1.初めに
・アルゴリズムを学ぶために、競技プログラミングを始めました。
・AOJのコースをやっていくので、その備忘録を残します。
・前回は巨大ナップサック問題を解いたので、今回からは新たなトピックの「巡回セールスマン問題」を解いていきます。
2.巡回セールスマン問題
2.1問題
重み付き有向グラフ $G(V,E)$ について、以下の条件を満たす最短経路の距離を求めて下さい:
- ある頂点から出発し、出発点へ戻る閉路である。
- 各頂点をちょうど1度通る。
入力
$|V|$ , $|E|$ はそれぞれグラフ $G$ の頂点の数と辺の数を示す。グラフ $G$ の頂点にはそれぞれ $0, 1, ..., |V|-1$ の番号が付けられている。
$s_i$, $t_i$ はグラフ $G$ の $i$ 番目の辺が結ぶ2つの頂点を表す(有向)。$d_i$ は $s_i$ と $t_i$ の間の距離 ($i$ 番目の辺の重み)である。
出力
最短経路の距離を1行に出力する。条件を満たす経路がない場合は $-1$ と出力する。
制約
- $2 ≤ |V| ≤ 15$
- $0 ≤ d_i ≤ 1,000$
- $G$ に多重辺はない
3.グラフ
4.解き方
・下の入力例を元に考えていきます。
4 6
0 1 2
1 2 3
1 3 9
2 0 1
2 3 6
3 2 4
↓ つまり
|V|=4,|E|=6
\\
\\
s,t,d\\
0,1,2\\
1,2,3\\
1,3,9\\
2,0,1\\
2,3,6\\
3,2,4\\
(s:移動前の頂点、t:移動後の頂点、d:sからtまでの距離)
・ノード(頂点)やエッジ(矢印)が増えると図を描くのは大変なので、描かなくて大丈夫です。
4.1.隣接行列を作る
・「どの頂点とどの頂点が矢印で繋がっていて、どの方向に行くとどれくらいの距離がかかるのか」を行列Aとして表します。
i:移動前の頂点
j:移動後の頂点
として
$$
A[i][j]=頂点iから頂点jへ移動するときの距離
$$
としてAを埋めていきます。
・入力例では図を見ながら簡単に埋めることができます。(隣接していない部分の要素はinfで埋めます)

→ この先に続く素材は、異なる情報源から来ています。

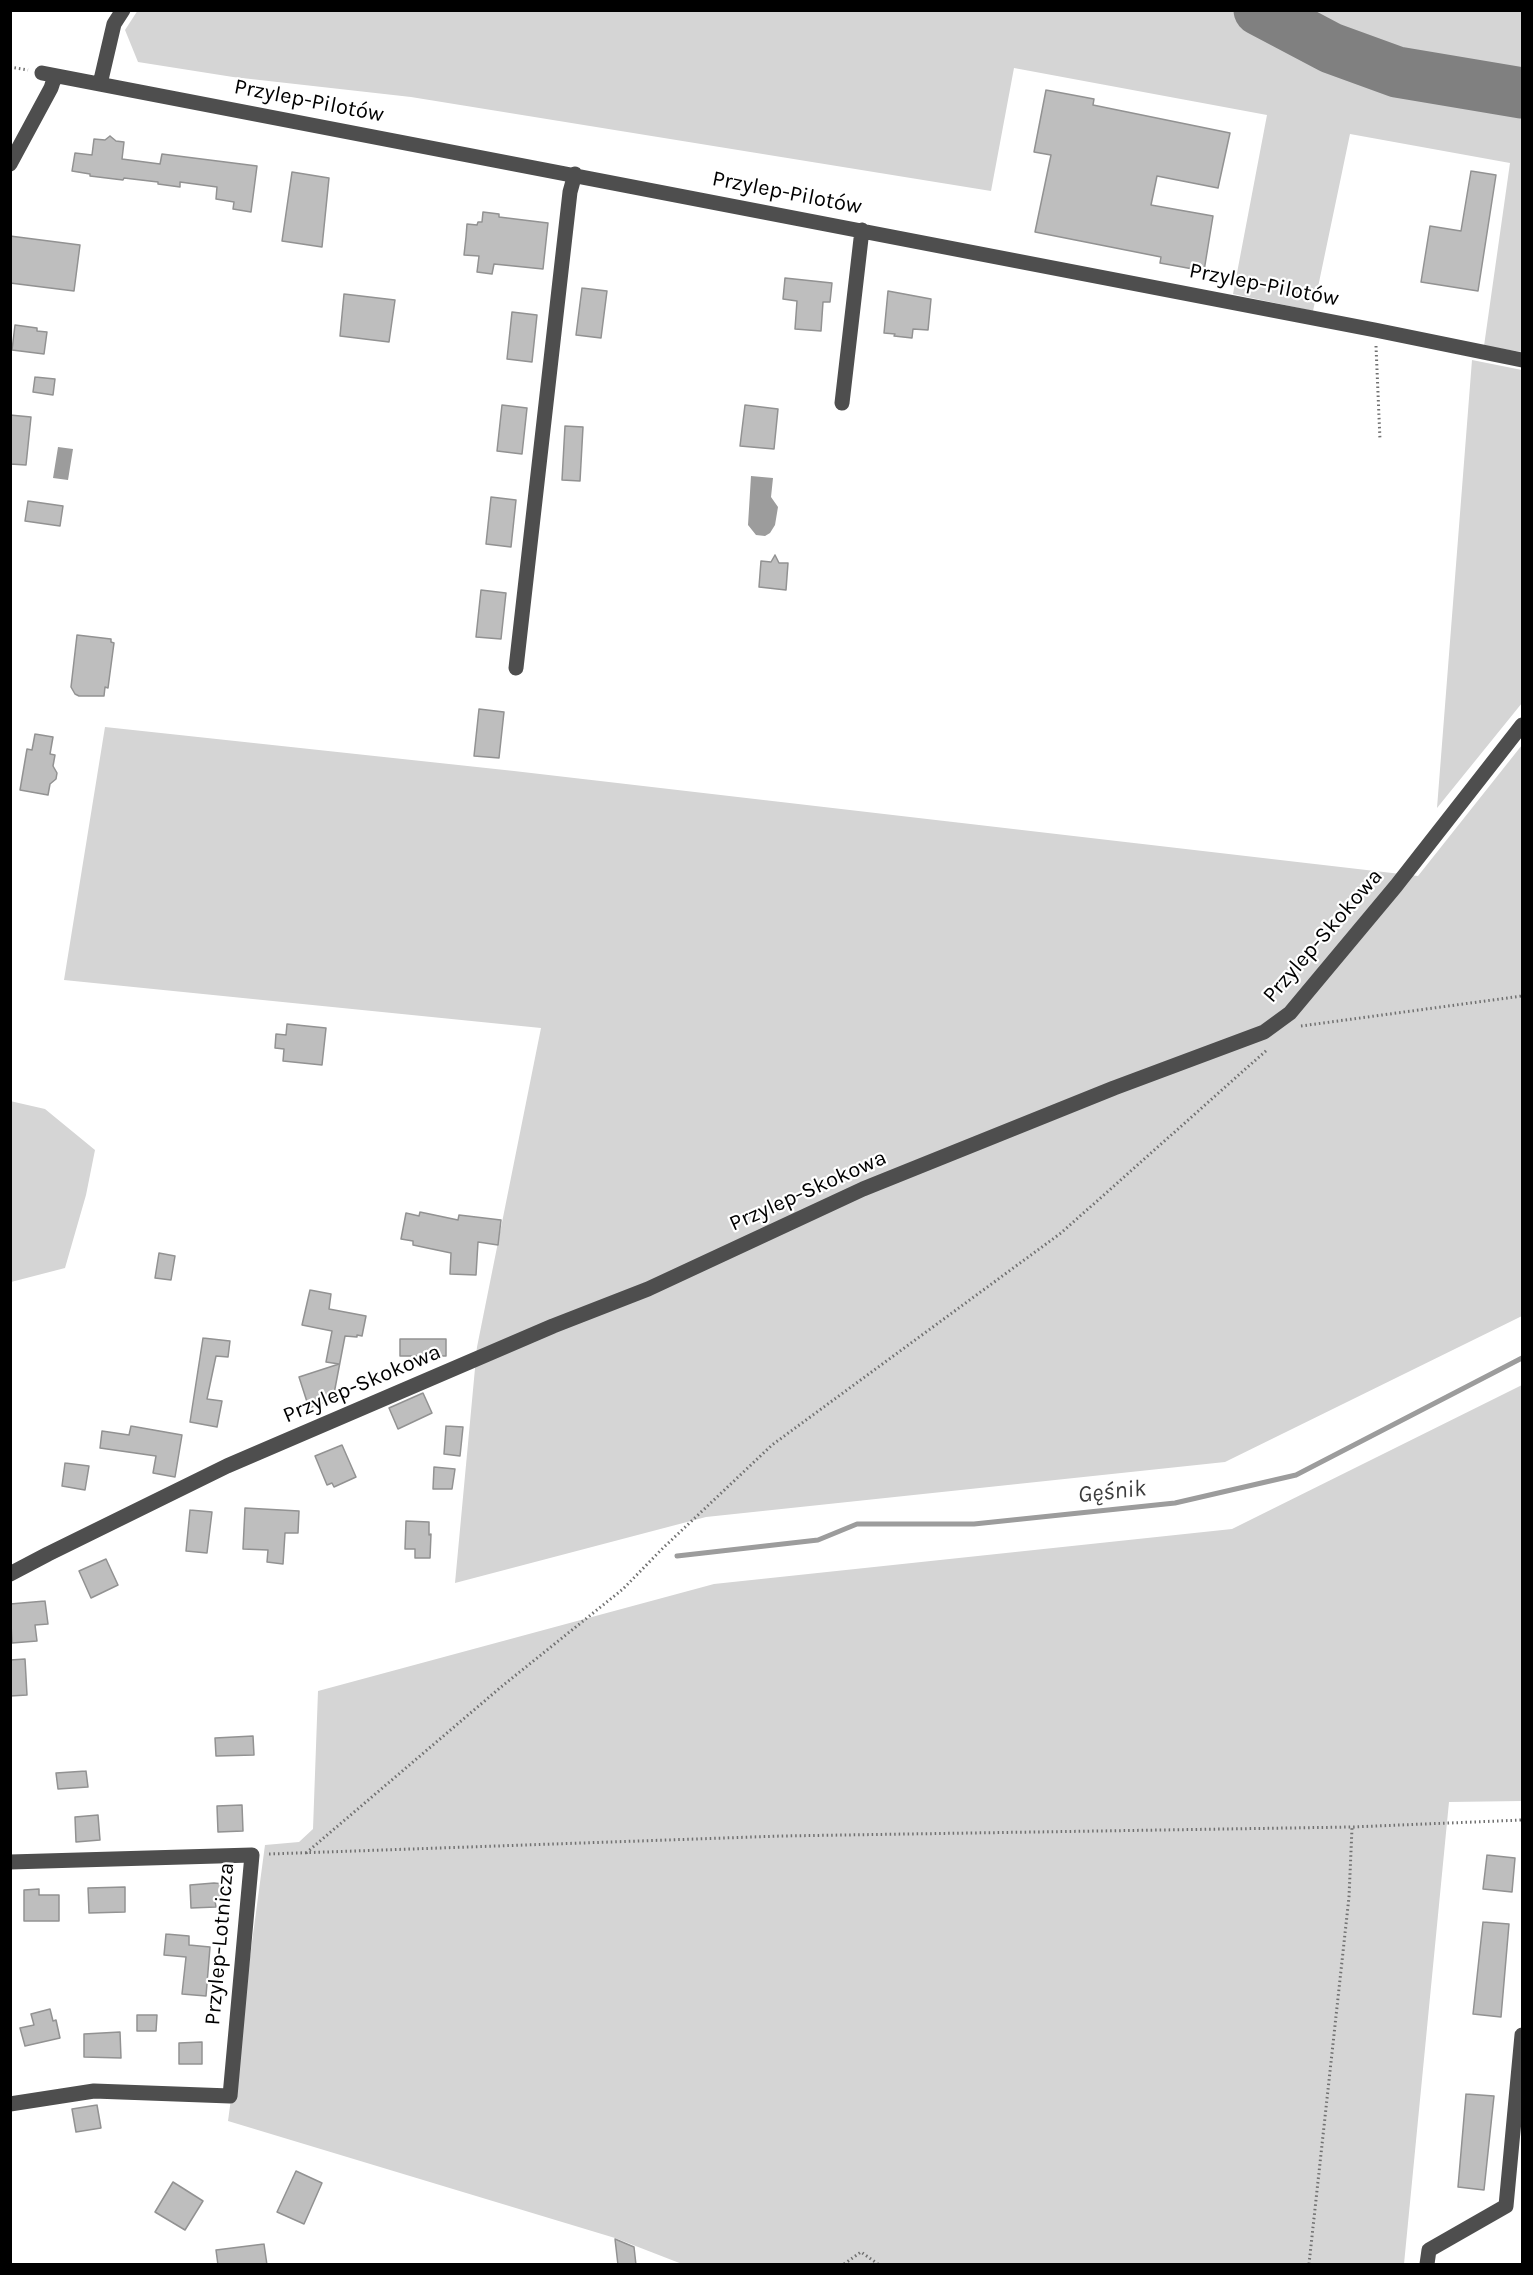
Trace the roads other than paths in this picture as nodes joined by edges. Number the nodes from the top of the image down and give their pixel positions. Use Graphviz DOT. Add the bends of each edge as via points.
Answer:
graph roads {
  1 [pos="123,10"];
  2 [pos="100,84"];
  3 [pos="10,164"];
  4 [pos="575,174"];
  5 [pos="861,230"];
  6 [pos="1522,360"];
  7 [pos="842,403"];
  8 [pos="516,668"];
  9 [pos="1522,725"];
  10 [pos="10,1574"];
  11 [pos="10,1862"];
  12 [pos="1522,2035"];
  13 [pos="10,2104"];
  14 [pos="1427,2265"];
  1 -- 2 [label="street" via="114,24"];
  2 -- 3 [label="street, Przylep-Pilotów" via="49,74 51,88"];
  2 -- 4 [label="street, Przylep-Pilotów"];
  4 -- 5 [label="street, Przylep-Pilotów"];
  4 -- 8 [label="street"];
  5 -- 6 [label="street, Przylep-Pilotów"];
  5 -- 7 [label="street"];
  9 -- 10 [label="street, Przylep-Skokowa" via="1290,1013 1264,1032 863,1189 648,1288 227,1466"];
  11 -- 13 [label="street, Przylep-Lotnicza" via="252,1854 230,2096 94,2091"];
  12 -- 14 [label="street" via="1506,2206 1429,2250"];
}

・例えば頂点$0$から頂点$1$へ行く時の距離は$2$なので、$A[0][1]=2$となります。
i\j | 0 | 1 | 2 | 3 |
---|---|---|---|---|
0 | inf | 2 | inf | inf |
1 | inf | inf | 3 | 9 |
2 | 1 | inf | inf | 6 |
3 | inf | inf | 4 | inf |
4.2.DPテーブルを作る
・隣接行列とは別にdp表も作ります。
i:通らなければならない頂点(の集合)
j:最後に到達する頂点
※「最後に到達する頂点」は「通らなければならない頂点」に含まれてなければなりません。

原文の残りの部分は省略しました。